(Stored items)
***
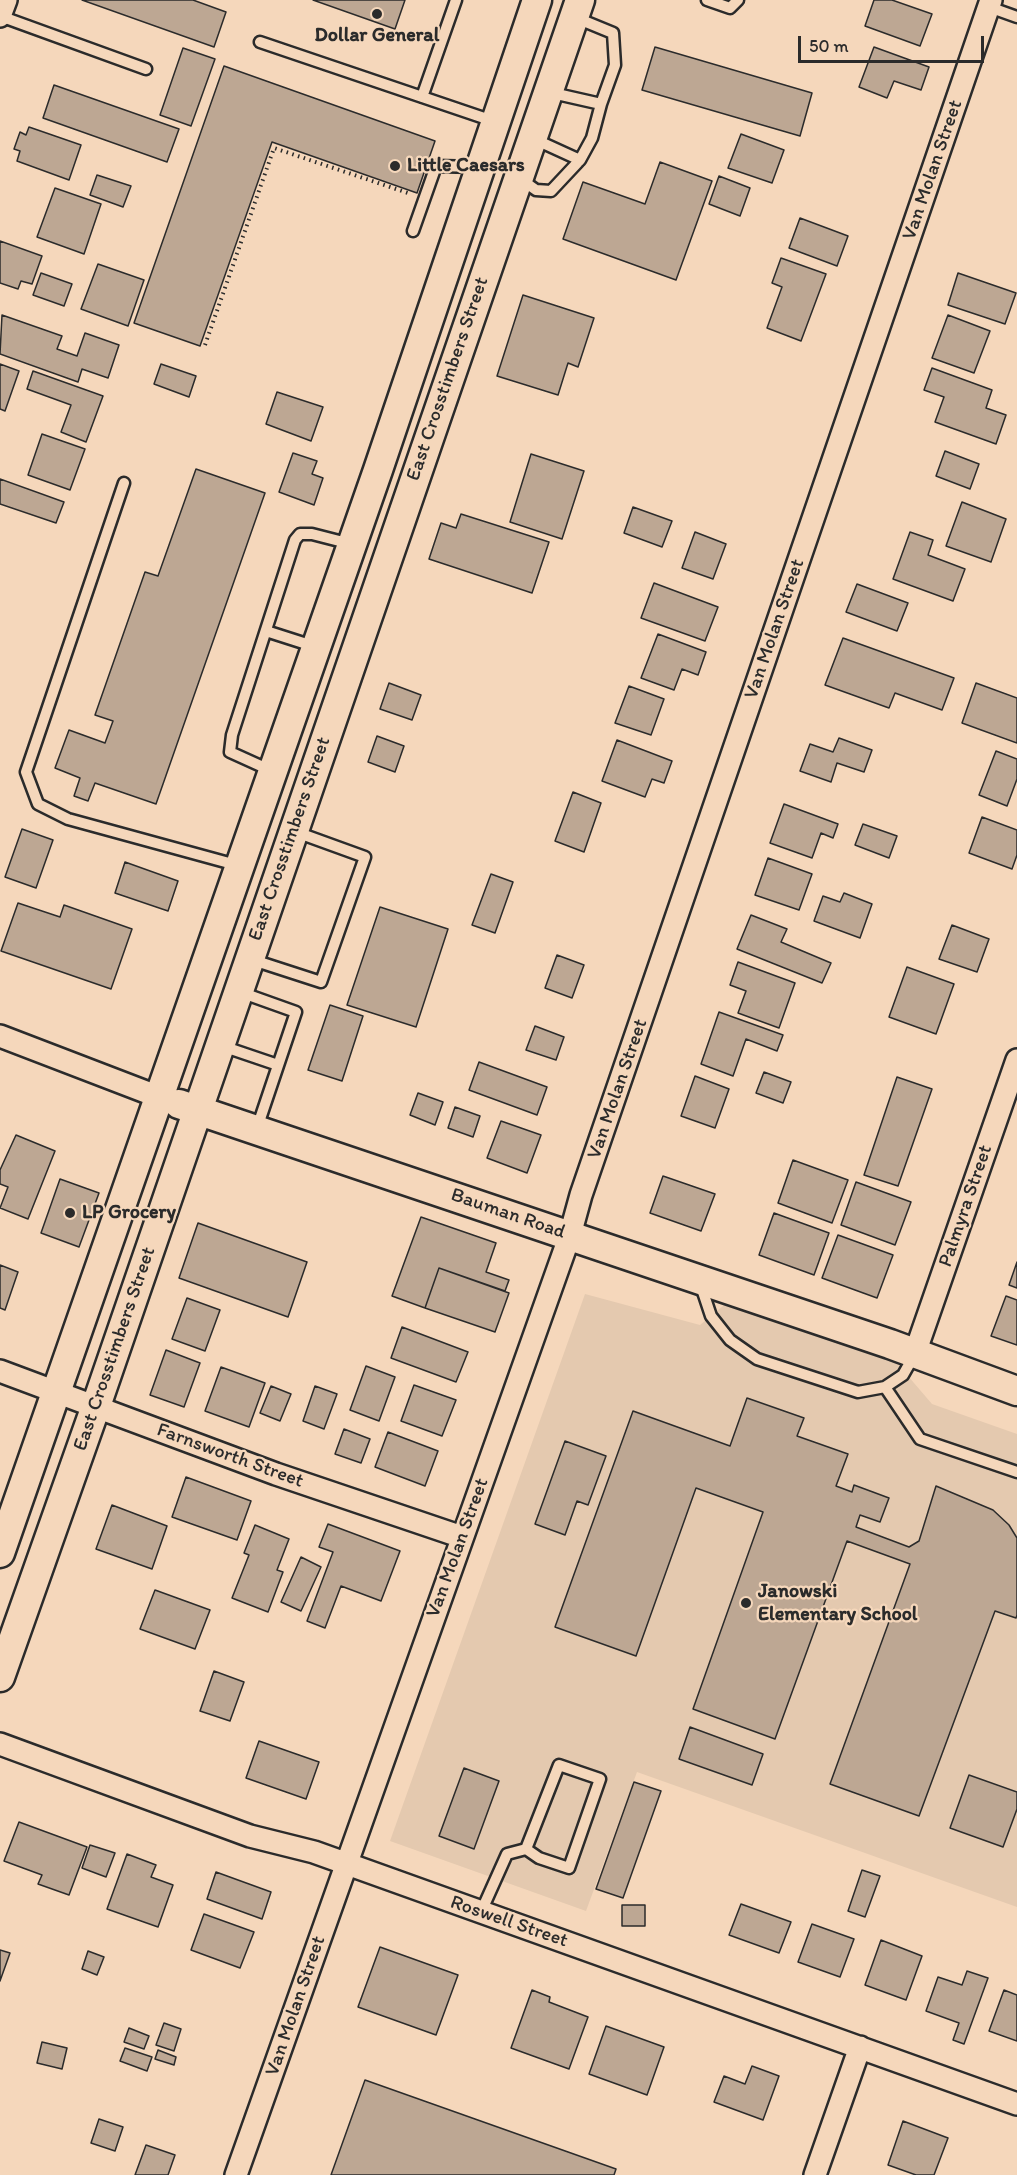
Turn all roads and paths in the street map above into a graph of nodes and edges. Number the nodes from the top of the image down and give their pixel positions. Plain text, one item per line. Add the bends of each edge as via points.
1 (6, 0) edge
2 (456, 0) edge
3 (537, 0) edge
4 (706, 0) edge
5 (738, 0) edge
6 (990, 3) edge
7 (577, 9) edge
8 (0, 16) edge
9 (1017, 17) edge
10 (260, 42) dead end
11 (146, 69) dead end
12 (548, 92) junction
13 (422, 97) junction
14 (601, 104) junction
15 (496, 122) junction
16 (532, 138) junction
17 (580, 160) junction
18 (481, 167) junction
19 (518, 177) junction
20 (424, 199) junction
21 (413, 231) dead end
22 (205, 345) dead end
23 (378, 470) junction
24 (124, 483) dead end
25 (412, 485) junction
26 (352, 544) junction
27 (266, 631) junction
28 (316, 647) junction
29 (273, 771) junction
30 (309, 783) junction
31 (292, 831) junction
32 (240, 866) junction
33 (248, 958) junction
34 (237, 990) junction
35 (0, 1036) edge
36 (219, 1045) junction
37 (1017, 1060) edge
38 (278, 1065) junction
39 (159, 1097) junction
40 (198, 1110) junction
41 (257, 1128) junction
42 (570, 1235) junction
43 (699, 1280) junction
44 (915, 1353) junction
45 (0, 1371) edge
46 (885, 1387) junction
47 (56, 1391) junction
48 (1017, 1391) edge
49 (96, 1407) junction
50 (1017, 1472) edge
51 (462, 1537) junction
52 (0, 1553) edge
53 (0, 1677) edge
54 (0, 1744) edge
55 (526, 1849) junction
56 (346, 1864) junction
57 (481, 1912) junction
58 (860, 2047) junction
59 (1017, 2104) edge
60 (236, 2175) edge
61 (815, 2175) edge

1 - 8 street
2 - 13 lane
3 - 15 main road, East Crosstimbers Street
4 - 5 lane via 730,8
6 - 9 lane
6 - 42 street, Van Molan Street
7 - 12 main road, East Crosstimbers Street
7 - 14 lane via 613,33 615,65
8 - 11 lane
10 - 13 lane
12 - 14 lane
12 - 16 main road, East Crosstimbers Street
13 - 15 lane
14 - 17 lane via 592,138
15 - 18 main road, East Crosstimbers Street
16 - 17 lane
16 - 19 main road, East Crosstimbers Street
17 - 19 lane via 551,191 536,190
18 - 19 main road
18 - 20 lane via 436,166
18 - 23 main road, East Crosstimbers Street
19 - 25 main road, East Crosstimbers Street
20 - 21 lane
20 - 22 path via 274,148
23 - 25 main road
23 - 26 main road, East Crosstimbers Street
24 - 32 lane via 26,772 38,804 68,819
25 - 30 main road, East Crosstimbers Street
26 - 27 lane via 300,534
26 - 28 main road, East Crosstimbers Street
27 - 28 lane
27 - 29 lane via 230,752
28 - 29 main road, East Crosstimbers Street
29 - 30 main road
29 - 32 main road, East Crosstimbers Street
30 - 31 main road, East Crosstimbers Street
31 - 33 main road, East Crosstimbers Street
31 - 33 lane via 365,856 321,982
32 - 39 main road, East Crosstimbers Street
33 - 34 main road, East Crosstimbers Street
34 - 36 main road, East Crosstimbers Street
34 - 38 lane via 296,1012
35 - 39 street, Bauman Road
36 - 38 lane
36 - 40 main road, East Crosstimbers Street
37 - 44 street, Palmyra Street
38 - 41 lane
39 - 40 main road, Bauman Road
39 - 47 main road, East Crosstimbers Street
40 - 41 main road, Bauman Road
40 - 49 main road, East Crosstimbers Street
41 - 42 main road, Bauman Road
42 - 43 main road, Bauman Road
42 - 51 street, Van Molan Street
43 - 44 main road, Bauman Road
43 - 46 lane via 711,1316 730,1340 757,1359 858,1392
44 - 46 lane via 903,1375
44 - 48 main road, Bauman Road
45 - 47 street, Farnsworth Street
46 - 50 lane via 920,1439
47 - 49 street, Farnsworth Street
47 - 52 main road, East Crosstimbers Street
49 - 51 street, Farnsworth Street
49 - 53 main road, East Crosstimbers Street
51 - 56 street, Van Molan Street
54 - 56 street, Roswell Street via 250,1836
55 - 55 lane via 569,1868 600,1779 559,1765
55 - 57 lane via 507,1854
56 - 57 street, Roswell Street
56 - 60 street, Van Molan Street
57 - 58 street, Roswell Street
58 - 59 street, Roswell Street
58 - 61 street

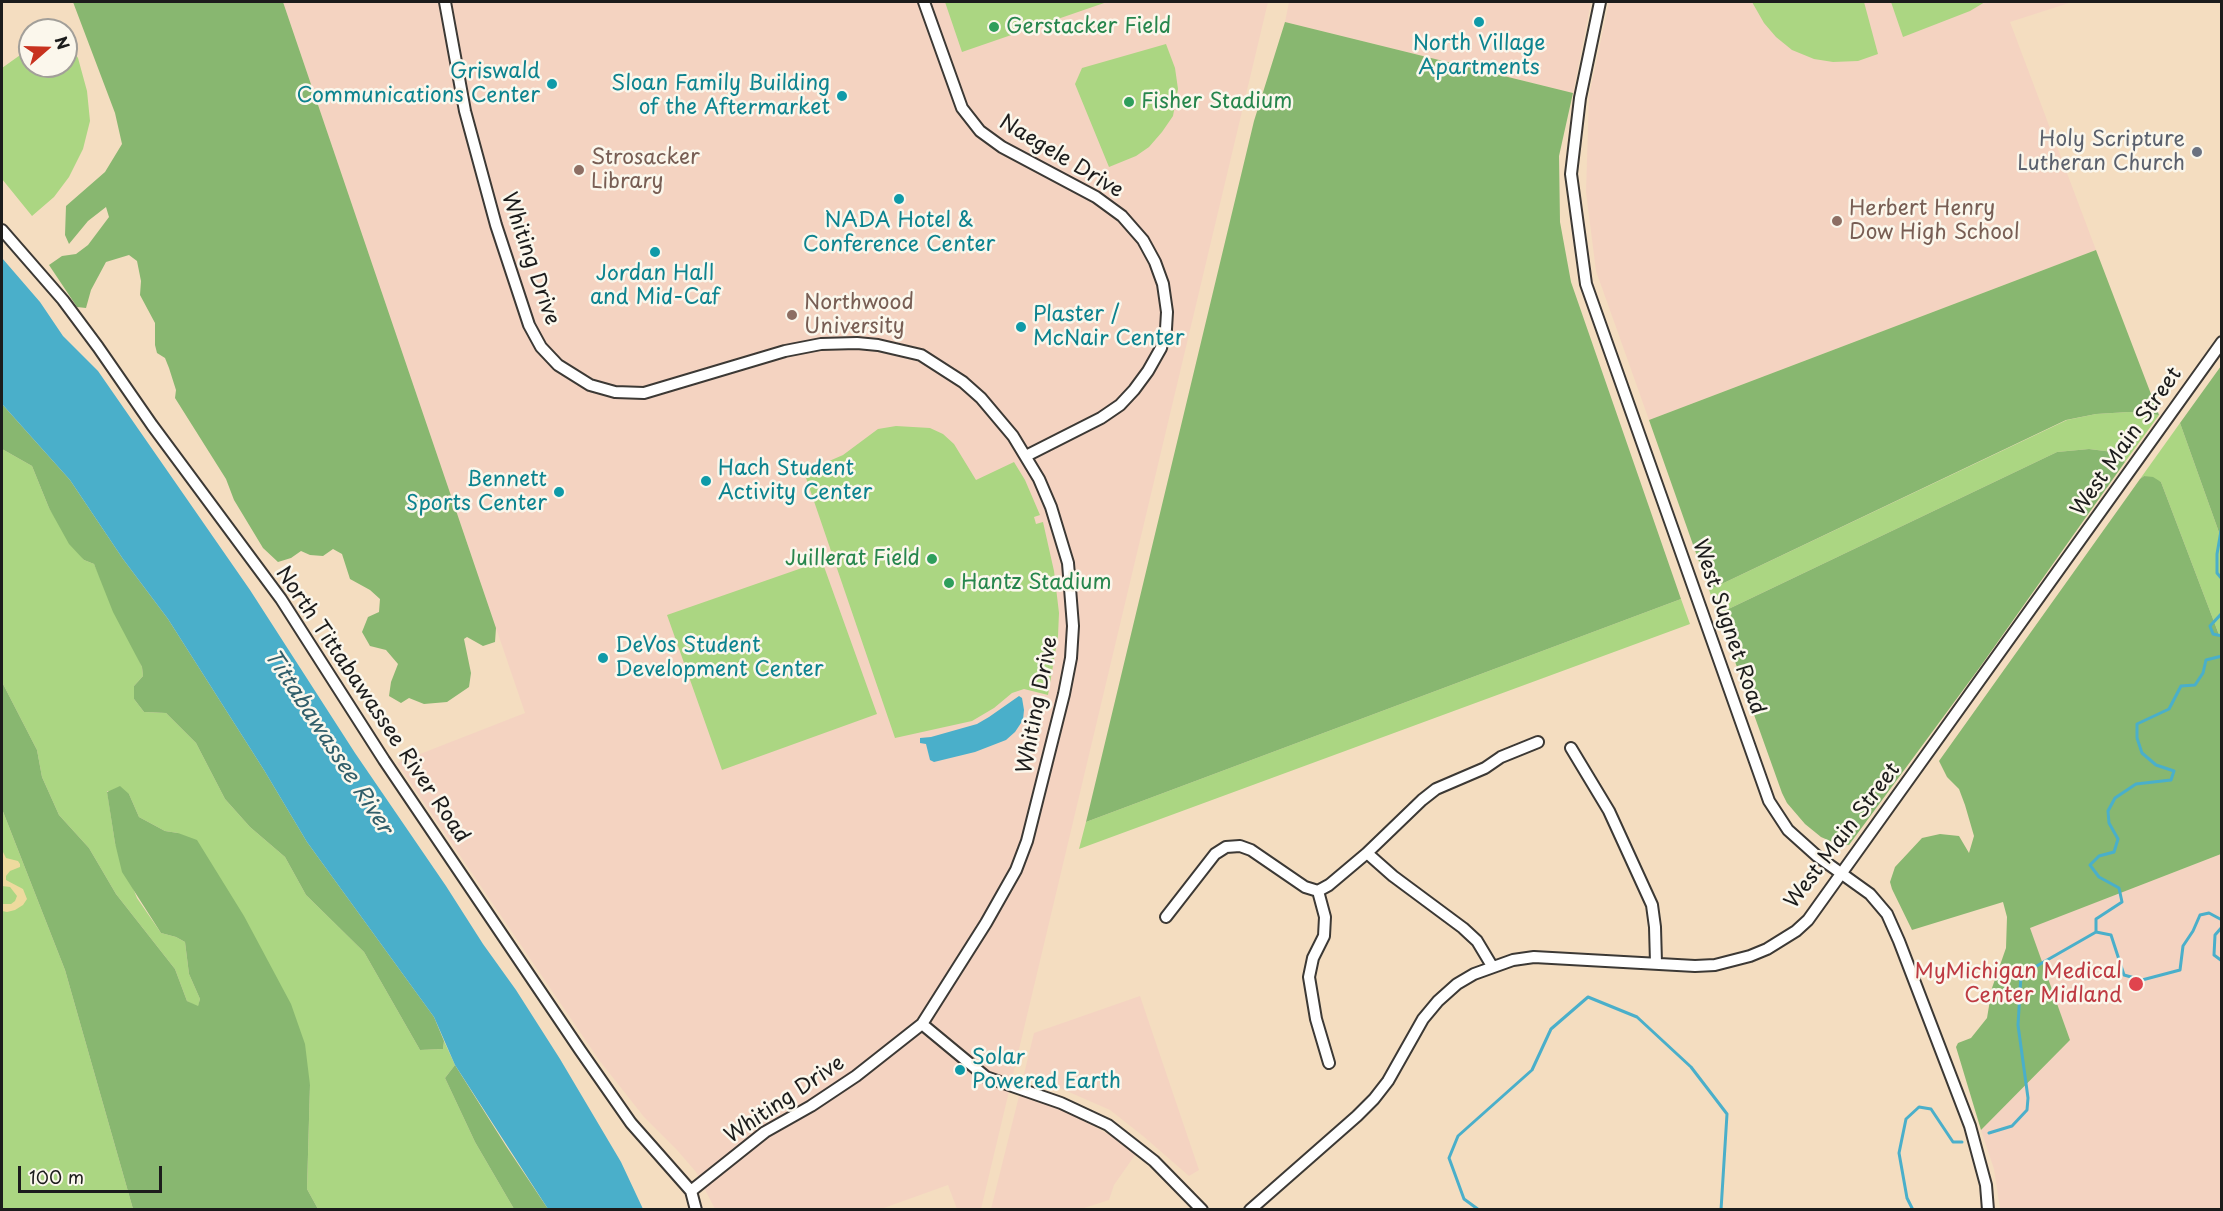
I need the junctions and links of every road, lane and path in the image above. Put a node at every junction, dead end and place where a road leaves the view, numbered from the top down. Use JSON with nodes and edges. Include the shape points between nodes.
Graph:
{"nodes":[{"id":1,"x":445,"y":2,"type":"edge"},
{"id":2,"x":924,"y":2,"type":"edge"},
{"id":3,"x":1600,"y":2,"type":"edge"},
{"id":4,"x":2,"y":230,"type":"edge"},
{"id":5,"x":2222,"y":342,"type":"edge"},
{"id":6,"x":1026,"y":456,"type":"junction"},
{"id":7,"x":1538,"y":742,"type":"dead end"},
{"id":8,"x":1571,"y":748,"type":"dead end"},
{"id":9,"x":1367,"y":853,"type":"junction"},
{"id":10,"x":1843,"y":874,"type":"junction"},
{"id":11,"x":1318,"y":891,"type":"junction"},
{"id":12,"x":1166,"y":917,"type":"dead end"},
{"id":13,"x":1656,"y":963,"type":"junction"},
{"id":14,"x":1492,"y":966,"type":"junction"},
{"id":15,"x":922,"y":1024,"type":"junction"},
{"id":16,"x":1329,"y":1064,"type":"dead end"},
{"id":17,"x":691,"y":1191,"type":"junction"},
{"id":18,"x":696,"y":1209,"type":"edge"},
{"id":19,"x":1202,"y":1209,"type":"edge"},
{"id":20,"x":1250,"y":1209,"type":"edge"},
{"id":21,"x":1988,"y":1209,"type":"edge"}],
"edges":[{"from":1,"to":6,"type":"street","name":"Whiting Drive","via":[[465,111],[493,214],[529,325],[541,347],[558,365],[590,385],[615,392],[645,393],[785,351],[821,344],[878,345],[921,356],[963,382],[998,417]]},
{"from":2,"to":6,"type":"street","name":"Naegele Drive","via":[[959,101],[980,131],[1122,216],[1143,240],[1163,284],[1167,312],[1161,348],[1134,390],[1101,418]]},
{"from":3,"to":10,"type":"street","name":"West Sugnet Road","via":[[1580,98],[1571,174],[1586,284],[1769,801],[1788,830]]},
{"from":4,"to":17,"type":"street","name":"North Tittabawassee River Road","via":[[98,346],[280,599],[586,1060],[631,1123]]},
{"from":5,"to":10,"type":"street","name":"West Main Street"},
{"from":6,"to":15,"type":"street","name":"Whiting Drive","via":[[1052,507],[1068,563],[1073,626],[1071,658],[1035,812],[1016,870]]},
{"from":7,"to":9,"type":"street","via":[[1436,789]]},
{"from":8,"to":13,"type":"street","via":[[1609,811],[1652,905]]},
{"from":9,"to":11,"type":"street"},
{"from":9,"to":14,"type":"street","via":[[1463,928]]},
{"from":10,"to":13,"type":"street","name":"West Main Street","via":[[1808,920],[1767,949],[1715,965]]},
{"from":10,"to":21,"type":"street","name":"West Sugnet Road","via":[[1887,914],[1900,942],[1970,1126],[1986,1185]]},
{"from":11,"to":12,"type":"street","via":[[1251,850],[1226,847],[1215,854]]},
{"from":11,"to":16,"type":"street","via":[[1325,917],[1324,936],[1313,957],[1310,977],[1316,1019]]},
{"from":13,"to":14,"type":"street","name":"West Main Street","via":[[1534,957]]},
{"from":14,"to":20,"type":"street","name":"West Main Street","via":[[1457,984],[1437,1001],[1374,1099]]},
{"from":15,"to":17,"type":"street","name":"Whiting Drive","via":[[856,1076],[765,1132]]},
{"from":15,"to":19,"type":"street","via":[[986,1077],[1108,1125],[1154,1161]]},
{"from":17,"to":18,"type":"street","name":"North Tittabawassee River Road"}]}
***
• **Goal of the exercise**
What lines above contain "River"? Copy them out.

• **Output of the exercise**
{"from":4,"to":17,"type":"street","name":"North Tittabawassee River Road","via":[[98,346],[280,599],[586,1060],[631,1123]]},
{"from":17,"to":18,"type":"street","name":"North Tittabawassee River Road"}]}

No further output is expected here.